We are not dealing on this issue (as were the courts in the cases just
cited) with the suppression of evidence of criminal activity discovered in the
course of an administrative search, nor with the lawfulness of a reentry on [402 Mass. 207] premises after certain evidence of illegal activity was noted by
persons who had been lawfully on the premises (see Michigan v. Tyler, 436 U.S.
499, 511‑512, 98 S.Ct. 1942, 1951, 56 L.Ed.2d
486 [1978] ). The crime charged is the refusal
to permit an administrative inspection.
If the inspection process was proper for Fourth Amendment purposes, the
state of mind of the two police officers who entered the building (or of any
other police officer) is irrelevant. It
was not a Fourth Amendment violation for the police to make the request for
permission to inspect the premises even if the police were suspicious that
criminal activity is occurring on the premises. (FN13) Again, we note that there is no State
constitutional argument made in this case.
[5] 2. The
defendant raises objections to his conviction under G.L. c. 148, § 13, for
using a building to keep inflammable fluids without a proper license. The objections are based on the denial of
pretrial motions to dismiss and to suppress.

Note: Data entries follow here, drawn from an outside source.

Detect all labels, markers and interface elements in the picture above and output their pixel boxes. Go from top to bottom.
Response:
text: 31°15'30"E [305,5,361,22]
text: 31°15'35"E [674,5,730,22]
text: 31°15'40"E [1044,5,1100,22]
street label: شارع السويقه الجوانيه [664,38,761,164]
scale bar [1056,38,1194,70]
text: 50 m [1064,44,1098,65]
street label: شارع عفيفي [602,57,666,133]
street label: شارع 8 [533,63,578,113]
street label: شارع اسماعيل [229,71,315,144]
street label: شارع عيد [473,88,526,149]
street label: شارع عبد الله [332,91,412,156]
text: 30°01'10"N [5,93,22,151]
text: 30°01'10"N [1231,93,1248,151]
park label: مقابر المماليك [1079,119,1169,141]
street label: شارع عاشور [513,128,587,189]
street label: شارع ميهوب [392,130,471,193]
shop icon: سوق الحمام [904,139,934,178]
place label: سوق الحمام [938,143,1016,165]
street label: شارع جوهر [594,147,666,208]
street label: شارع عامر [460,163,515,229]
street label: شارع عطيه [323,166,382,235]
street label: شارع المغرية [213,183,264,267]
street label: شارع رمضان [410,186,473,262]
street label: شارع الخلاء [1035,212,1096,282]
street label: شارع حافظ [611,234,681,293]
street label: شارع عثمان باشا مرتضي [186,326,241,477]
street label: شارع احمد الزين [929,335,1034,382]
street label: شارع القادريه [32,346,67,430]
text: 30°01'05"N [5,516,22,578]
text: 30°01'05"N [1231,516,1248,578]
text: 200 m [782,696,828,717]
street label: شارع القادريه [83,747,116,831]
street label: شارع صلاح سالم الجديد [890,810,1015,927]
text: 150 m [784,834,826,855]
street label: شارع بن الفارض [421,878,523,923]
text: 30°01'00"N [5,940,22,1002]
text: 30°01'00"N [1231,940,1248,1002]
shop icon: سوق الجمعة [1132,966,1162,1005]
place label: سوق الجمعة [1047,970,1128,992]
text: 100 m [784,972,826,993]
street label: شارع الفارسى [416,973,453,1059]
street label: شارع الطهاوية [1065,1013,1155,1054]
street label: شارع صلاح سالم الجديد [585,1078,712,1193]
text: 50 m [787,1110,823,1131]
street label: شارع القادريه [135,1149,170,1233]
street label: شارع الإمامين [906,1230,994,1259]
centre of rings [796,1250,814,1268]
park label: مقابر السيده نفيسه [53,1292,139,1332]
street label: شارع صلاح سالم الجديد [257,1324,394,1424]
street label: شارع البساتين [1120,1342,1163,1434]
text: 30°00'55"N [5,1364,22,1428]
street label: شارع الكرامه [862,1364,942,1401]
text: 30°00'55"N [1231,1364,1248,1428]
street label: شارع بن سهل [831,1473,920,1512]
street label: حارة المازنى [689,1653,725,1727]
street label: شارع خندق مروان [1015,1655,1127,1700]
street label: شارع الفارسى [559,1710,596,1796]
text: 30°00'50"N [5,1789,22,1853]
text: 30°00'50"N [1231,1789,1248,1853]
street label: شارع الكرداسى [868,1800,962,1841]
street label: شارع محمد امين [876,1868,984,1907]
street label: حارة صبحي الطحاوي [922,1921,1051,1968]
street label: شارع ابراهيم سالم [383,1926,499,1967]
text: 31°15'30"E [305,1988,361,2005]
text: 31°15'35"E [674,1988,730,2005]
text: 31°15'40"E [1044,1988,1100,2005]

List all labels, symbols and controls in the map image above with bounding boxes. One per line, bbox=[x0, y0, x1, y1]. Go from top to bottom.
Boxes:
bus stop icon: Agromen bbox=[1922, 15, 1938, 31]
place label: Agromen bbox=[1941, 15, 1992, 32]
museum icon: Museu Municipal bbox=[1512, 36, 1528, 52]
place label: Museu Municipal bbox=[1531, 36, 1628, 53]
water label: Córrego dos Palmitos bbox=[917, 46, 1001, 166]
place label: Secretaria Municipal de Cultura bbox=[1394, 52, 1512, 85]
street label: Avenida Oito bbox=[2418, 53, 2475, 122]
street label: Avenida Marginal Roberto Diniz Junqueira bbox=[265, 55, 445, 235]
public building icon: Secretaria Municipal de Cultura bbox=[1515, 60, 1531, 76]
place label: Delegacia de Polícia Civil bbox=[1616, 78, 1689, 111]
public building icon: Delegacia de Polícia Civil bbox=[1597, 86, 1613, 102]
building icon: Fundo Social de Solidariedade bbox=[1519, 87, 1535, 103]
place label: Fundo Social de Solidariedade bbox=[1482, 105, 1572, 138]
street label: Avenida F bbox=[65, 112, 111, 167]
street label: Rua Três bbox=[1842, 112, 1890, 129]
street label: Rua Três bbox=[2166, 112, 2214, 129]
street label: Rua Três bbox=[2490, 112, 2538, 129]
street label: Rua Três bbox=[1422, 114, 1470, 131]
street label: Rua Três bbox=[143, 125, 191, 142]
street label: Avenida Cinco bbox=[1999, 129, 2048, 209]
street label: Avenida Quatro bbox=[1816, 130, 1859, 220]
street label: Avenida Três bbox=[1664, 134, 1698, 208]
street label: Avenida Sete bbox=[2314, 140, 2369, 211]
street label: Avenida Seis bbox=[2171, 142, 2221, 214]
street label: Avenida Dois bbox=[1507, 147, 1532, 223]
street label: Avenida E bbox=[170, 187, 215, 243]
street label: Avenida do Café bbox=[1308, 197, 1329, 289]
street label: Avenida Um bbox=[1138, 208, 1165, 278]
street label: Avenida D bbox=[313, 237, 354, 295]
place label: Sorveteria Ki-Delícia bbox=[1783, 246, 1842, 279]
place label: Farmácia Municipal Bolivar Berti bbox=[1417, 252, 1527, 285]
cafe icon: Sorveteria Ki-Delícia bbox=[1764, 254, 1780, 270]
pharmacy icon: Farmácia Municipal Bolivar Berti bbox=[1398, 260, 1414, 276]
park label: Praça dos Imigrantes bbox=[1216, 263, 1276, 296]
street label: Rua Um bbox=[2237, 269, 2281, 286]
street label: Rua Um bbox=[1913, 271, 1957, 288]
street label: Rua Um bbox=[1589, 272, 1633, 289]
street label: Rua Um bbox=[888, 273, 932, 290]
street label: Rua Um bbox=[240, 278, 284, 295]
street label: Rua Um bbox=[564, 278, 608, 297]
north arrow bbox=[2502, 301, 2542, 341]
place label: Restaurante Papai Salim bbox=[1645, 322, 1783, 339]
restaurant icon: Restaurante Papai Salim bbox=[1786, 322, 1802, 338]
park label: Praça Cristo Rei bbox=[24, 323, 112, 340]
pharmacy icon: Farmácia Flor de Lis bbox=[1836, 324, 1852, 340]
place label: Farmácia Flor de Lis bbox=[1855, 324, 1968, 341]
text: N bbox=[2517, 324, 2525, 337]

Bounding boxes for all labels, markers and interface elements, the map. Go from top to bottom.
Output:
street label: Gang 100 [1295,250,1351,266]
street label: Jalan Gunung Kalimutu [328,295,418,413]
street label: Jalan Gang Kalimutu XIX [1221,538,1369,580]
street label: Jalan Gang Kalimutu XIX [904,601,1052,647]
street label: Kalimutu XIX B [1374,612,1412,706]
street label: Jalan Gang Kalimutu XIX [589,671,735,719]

They are insubstantial. The
police were lawfully on the premises pursuant to the invitation to the public
to enter and, while there, they noted the expiration of the defendant's
license. See Commonwealth v. Cadoret, 388 Mass. 148, 150‑151, 445 N.E.2d 1050
(1983). The fact that these particular
police officers were not authorized under G.L. c. 148, § 4 (1986 ed.), to enter
premises to conduct inspections for license violations is irrelevant. They could properly seek complaints for the
defendant's failure to be licensed once the fact came to their attention.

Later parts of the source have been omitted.